▸ **Assignment**
Your answer should consist of each line below that includes the word "highway".

+ + + +

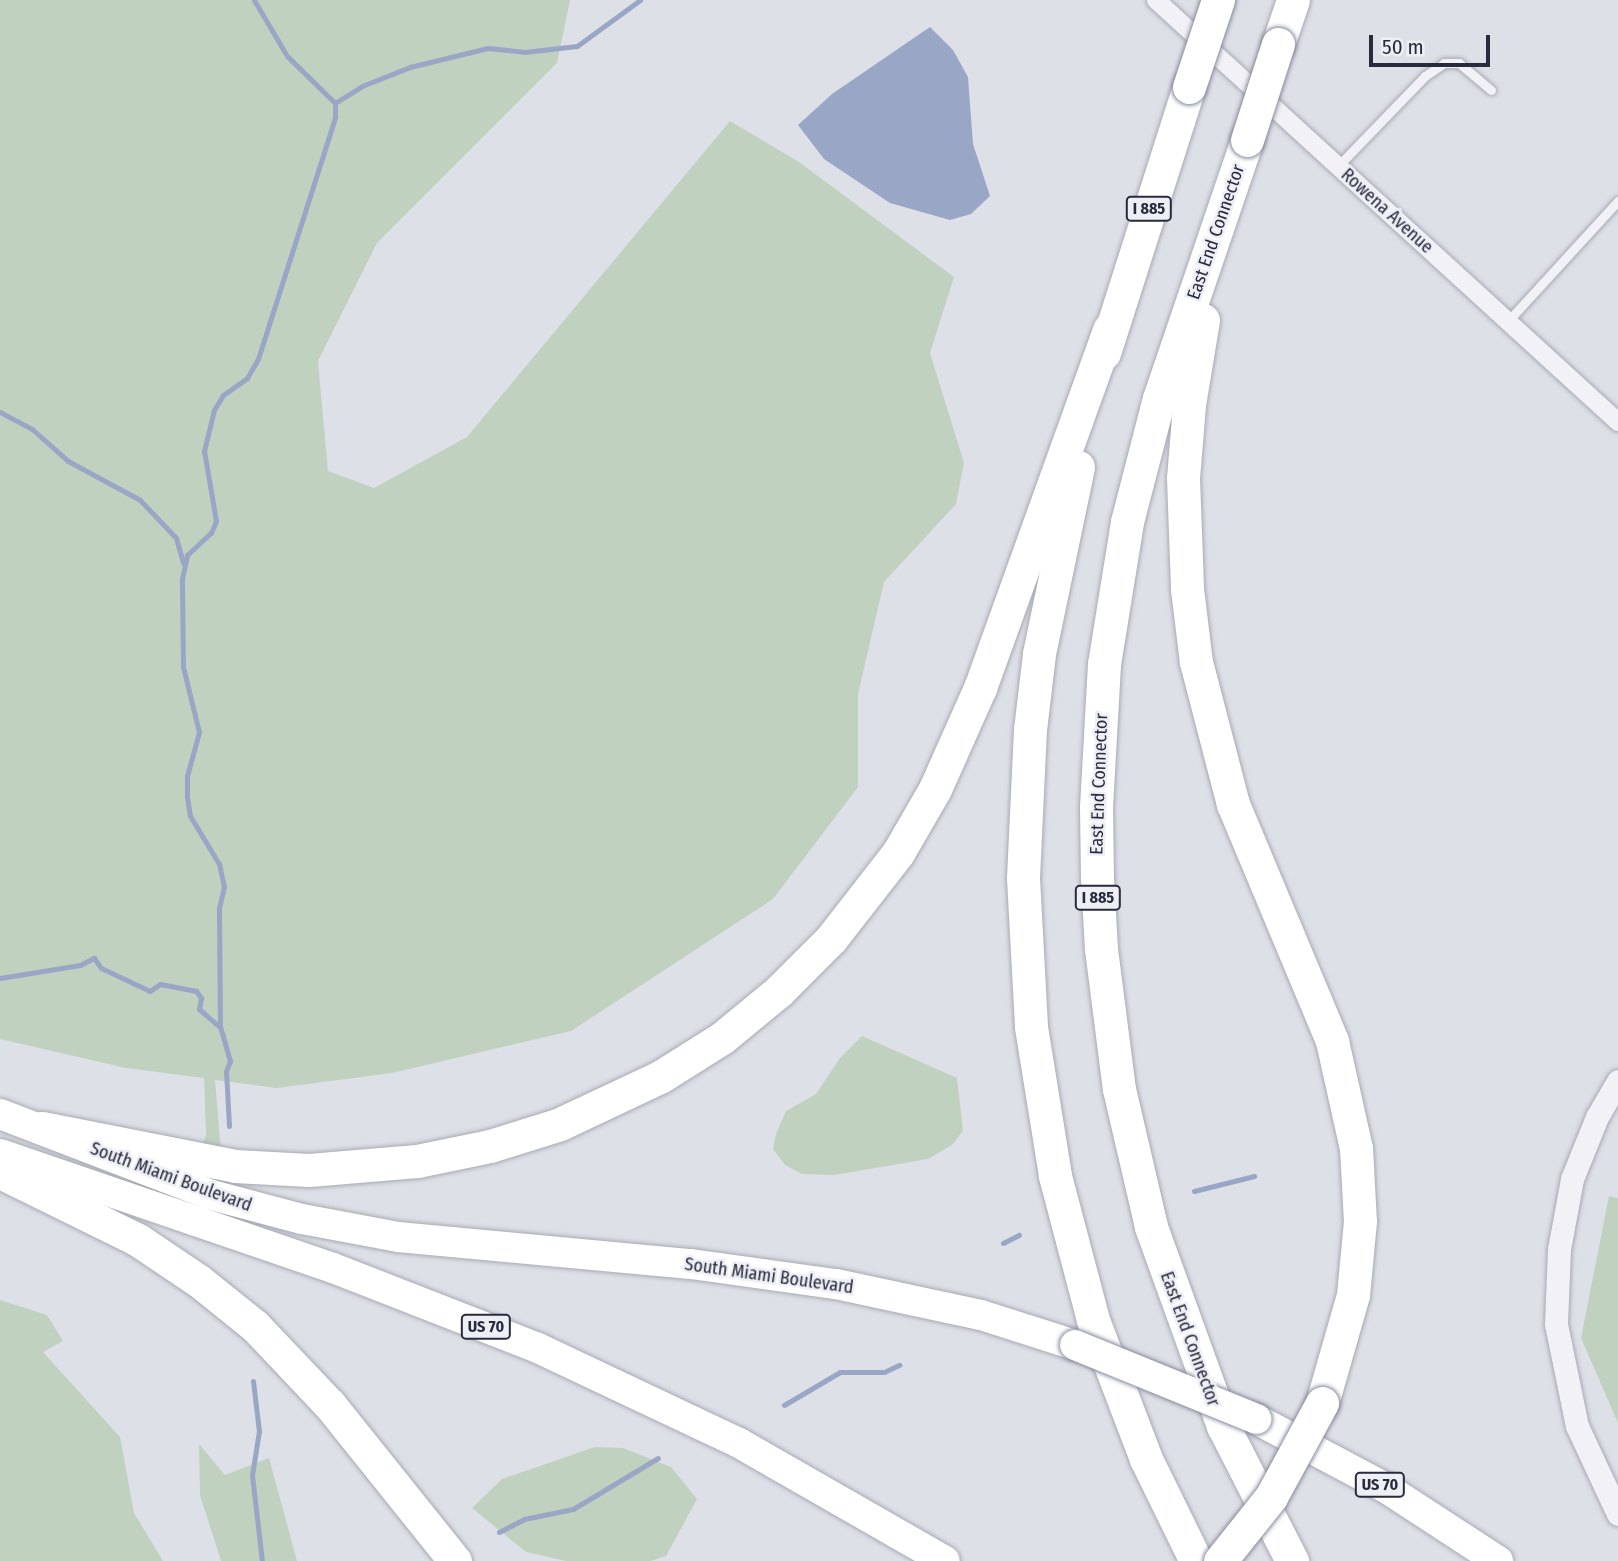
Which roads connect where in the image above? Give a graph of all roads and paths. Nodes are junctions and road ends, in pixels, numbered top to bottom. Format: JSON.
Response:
{"nodes":[{"id":1,"x":1156,"y":0,"type":"edge"},
{"id":2,"x":1218,"y":0,"type":"edge"},
{"id":3,"x":1293,"y":0,"type":"edge"},
{"id":4,"x":1491,"y":89,"type":"dead end"},
{"id":5,"x":1338,"y":166,"type":"junction"},
{"id":6,"x":1618,"y":201,"type":"edge"},
{"id":7,"x":1221,"y":217,"type":"junction"},
{"id":8,"x":1508,"y":321,"type":"junction"},
{"id":9,"x":1109,"y":330,"type":"junction"},
{"id":10,"x":1618,"y":422,"type":"edge"},
{"id":11,"x":1618,"y":1081,"type":"edge"},
{"id":12,"x":0,"y":1114,"type":"edge"},
{"id":13,"x":42,"y":1128,"type":"junction"},
{"id":14,"x":0,"y":1154,"type":"edge"},
{"id":15,"x":0,"y":1172,"type":"edge"},
{"id":16,"x":1618,"y":1514,"type":"edge"},
{"id":17,"x":455,"y":1561,"type":"edge"},
{"id":18,"x":945,"y":1561,"type":"edge"},
{"id":19,"x":1196,"y":1561,"type":"edge"},
{"id":20,"x":1220,"y":1561,"type":"edge"},
{"id":21,"x":1292,"y":1561,"type":"edge"},
{"id":22,"x":1498,"y":1561,"type":"edge"}],
"edges":[{"from":1,"to":5,"type":"street","name":"Rowena Avenue"},
{"from":2,"to":9,"type":"highway","number":"I 885","bridge":true},
{"from":3,"to":7,"type":"highway","name":"East End Connector","number":"I 885","bridge":true},
{"from":4,"to":5,"type":"lane"},
{"from":5,"to":8,"type":"street","name":"Rowena Avenue"},
{"from":6,"to":8,"type":"lane"},
{"from":7,"to":20,"type":"highway","bridge":true},
{"from":7,"to":21,"type":"highway","name":"East End Connector","number":"I 885"},
{"from":8,"to":10,"type":"street","name":"Rowena Avenue"},
{"from":9,"to":13,"type":"highway"},
{"from":9,"to":19,"type":"highway","number":"I 885"},
{"from":11,"to":16,"type":"street"},
{"from":12,"to":13,"type":"highway","name":"South Miami Boulevard","number":"US 70"},
{"from":13,"to":22,"type":"highway","name":"South Miami Boulevard","number":"US 70","bridge":true},
{"from":14,"to":18,"type":"highway","name":"South Miami Boulevard","number":"US 70"},
{"from":15,"to":17,"type":"highway"}]}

+ + + +

▸ **Response**
{"from":2,"to":9,"type":"highway","number":"I 885","bridge":true},
{"from":3,"to":7,"type":"highway","name":"East End Connector","number":"I 885","bridge":true},
{"from":7,"to":20,"type":"highway","bridge":true},
{"from":7,"to":21,"type":"highway","name":"East End Connector","number":"I 885"},
{"from":9,"to":13,"type":"highway"},
{"from":9,"to":19,"type":"highway","number":"I 885"},
{"from":12,"to":13,"type":"highway","name":"South Miami Boulevard","number":"US 70"},
{"from":13,"to":22,"type":"highway","name":"South Miami Boulevard","number":"US 70","bridge":true},
{"from":14,"to":18,"type":"highway","name":"South Miami Boulevard","number":"US 70"},
{"from":15,"to":17,"type":"highway"}]}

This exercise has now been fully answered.